To be honest, I think its flawed that you are doing the work instead of looking for the next deal. I know several investors that put a time value of $200-300/hour for their time. If it can get done cheaper than that, then they hire someone else to do it.

But I know you like the work and to be honest, I like doing some of the work myself as well. I think a fair market hourly wage is an okay way to work things out. I would put a cap it on though so your partner does thing you are a "slow worker". Make it a fixed priced contract.

Honesty's what makes BP great...thanks!

I hope to only do deals eventually--- but we do enjoy the labor, for one.

Interesting idea about a fixed price contract...

I'm working on spreadsheets that explore different hour disrepencies and different wages--- fixed price contract may solve some of those unknowns...

In my opinion, fixed pricing is the only way to go. The money I pay to a contractor is based on the job performed. I chase down the materials. I want them at the job site as much as possible to mitigate delays.

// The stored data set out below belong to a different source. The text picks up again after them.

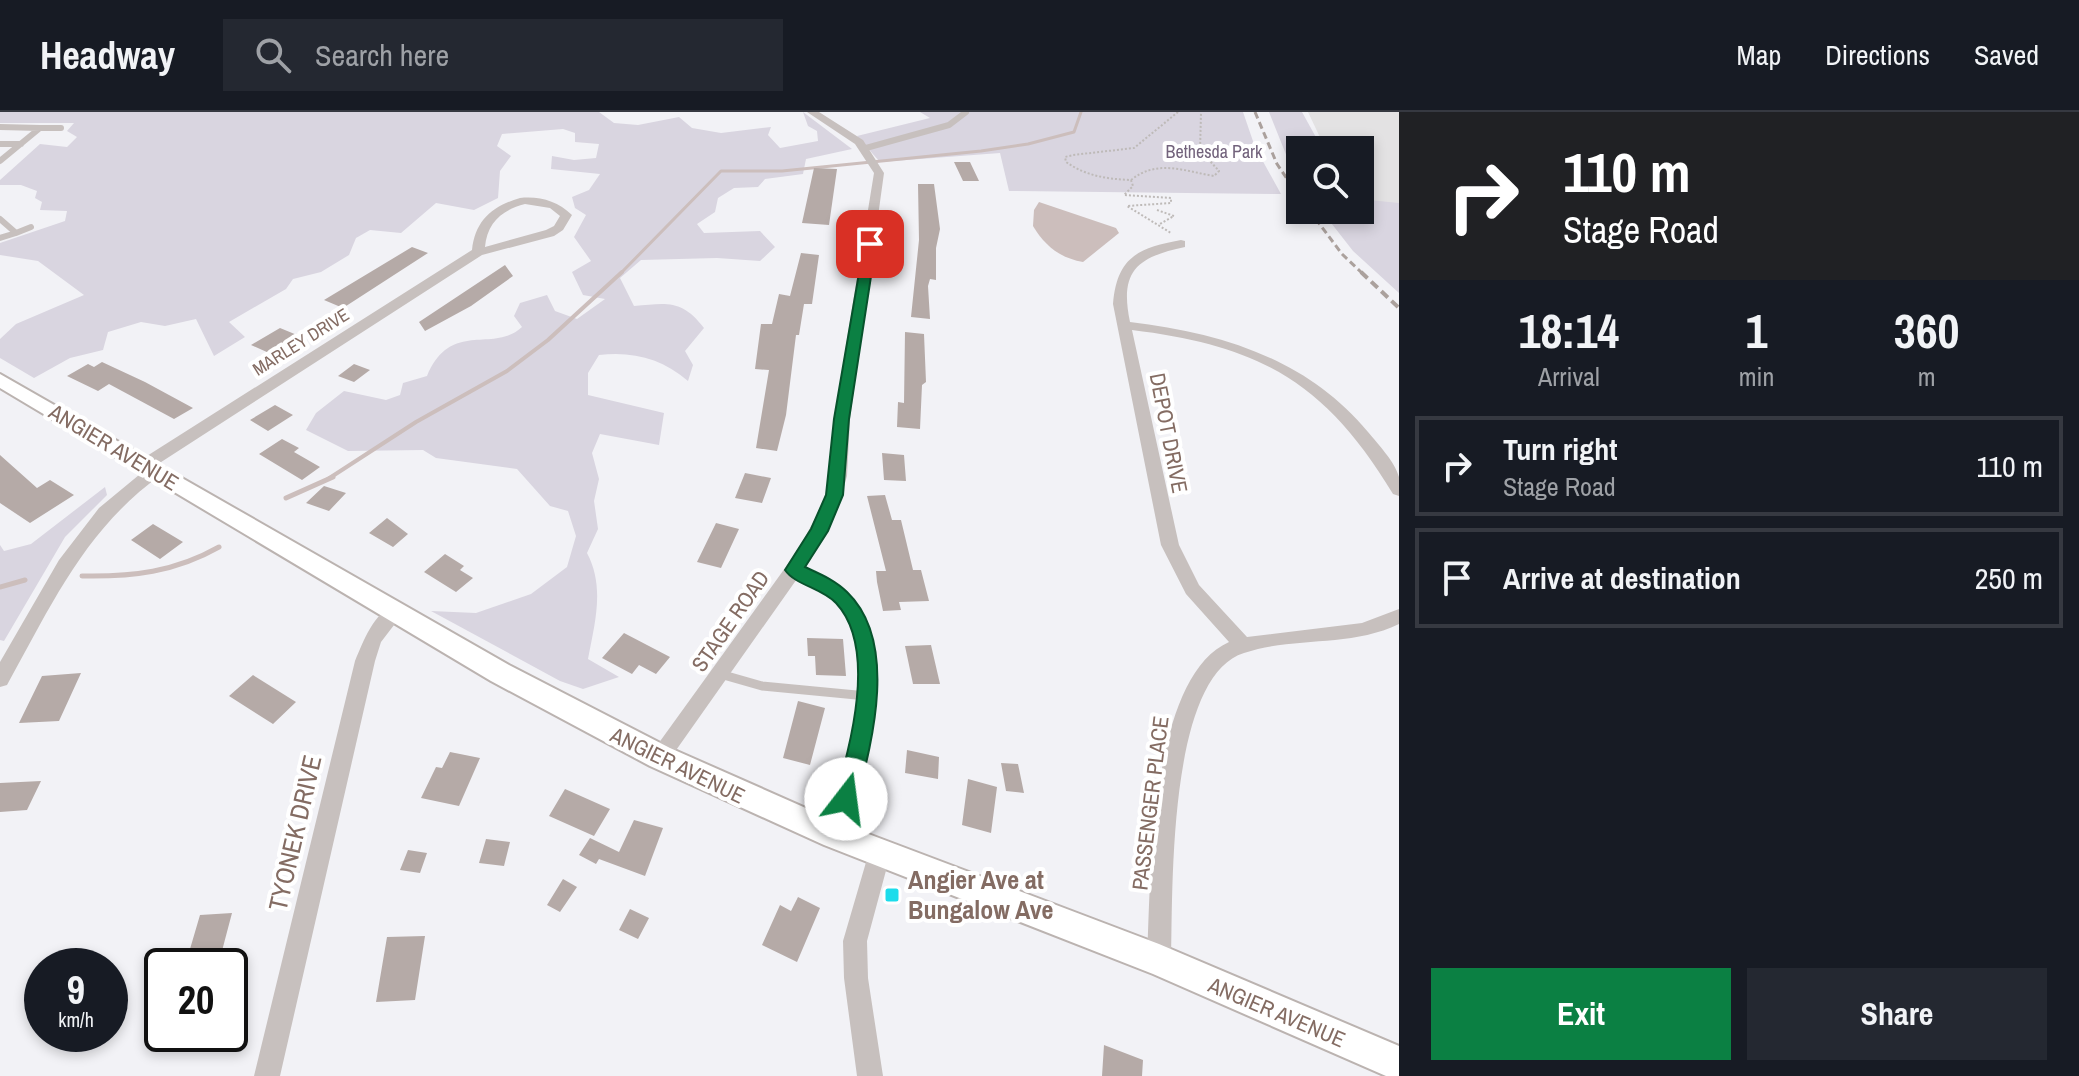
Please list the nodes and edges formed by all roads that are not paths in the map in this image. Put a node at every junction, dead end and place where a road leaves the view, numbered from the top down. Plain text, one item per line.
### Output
1 (812, 112) edge
2 (966, 112) edge
3 (0, 127) edge
4 (40, 128) junction
5 (61, 128) dead end
6 (0, 144) edge
7 (21, 144) junction
8 (871, 156) junction
9 (0, 161) edge
10 (0, 219) edge
11 (31, 227) dead end
12 (16, 233) junction
13 (0, 238) edge
14 (1181, 244) road end
15 (478, 252) junction
16 (1125, 325) junction
17 (0, 380) edge
18 (150, 468) junction
19 (1399, 490) edge
20 (794, 570) junction
21 (395, 612) junction
22 (1399, 616) edge
23 (1243, 645) junction
24 (720, 674) junction
25 (0, 679) edge
26 (867, 696) junction
27 (660, 757) junction
28 (834, 835) junction
29 (880, 852) junction
30 (1159, 960) junction
31 (1399, 1064) edge
32 (267, 1076) edge
33 (870, 1076) edge

1 - 8 street
2 - 8 lane
3 - 4 lane
4 - 5 lane
4 - 7 lane
6 - 7 lane
7 - 9 lane
8 - 20 street, STAGE ROAD
10 - 12 lane
11 - 12 lane
12 - 13 lane
14 - 16 street, DEPOT DRIVE
15 - 15 street, MARLEY DRIVE
15 - 18 street, MARLEY DRIVE
16 - 19 street
16 - 23 street, DEPOT DRIVE
17 - 18 main road, ANGIER AVENUE
18 - 21 main road, ANGIER AVENUE
18 - 25 street, MARLEY DRIVE
20 - 24 street, STAGE ROAD
20 - 26 lane
21 - 27 main road, ANGIER AVENUE
21 - 32 street, TYONEK DRIVE
22 - 23 street, PASSENGER PLACE
23 - 30 street, PASSENGER PLACE
24 - 26 lane
24 - 27 street, STAGE ROAD
26 - 28 lane
27 - 28 main road, ANGIER AVENUE
28 - 29 main road, ANGIER AVENUE
29 - 30 main road, ANGIER AVENUE
29 - 33 street
30 - 31 main road, ANGIER AVENUE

But, I am with you Joel, I often become enamored over doing a flip too! I've done at least a few days of manual labor on each project house. I just can't stand to not be involved in some way with the grunt work.

For the reasons you've stated above, that is why I don't partner with anyone on my deals. A HML is one thing; a partner is another.

Thanks Mark!

First off--what's HML stand for--- I should probably know from lurking on this site!

Don't you think that there's some value to work those hours on your flips? Aren't you more aware of estimation factors, pitfalls and quality issues?

And it is fun---but it'd be cool if there was a time in the future when I had to choose between making a ton of money or having fun at an hourly wage!

I'm definitely going to run the fixed pricing idea by my partner.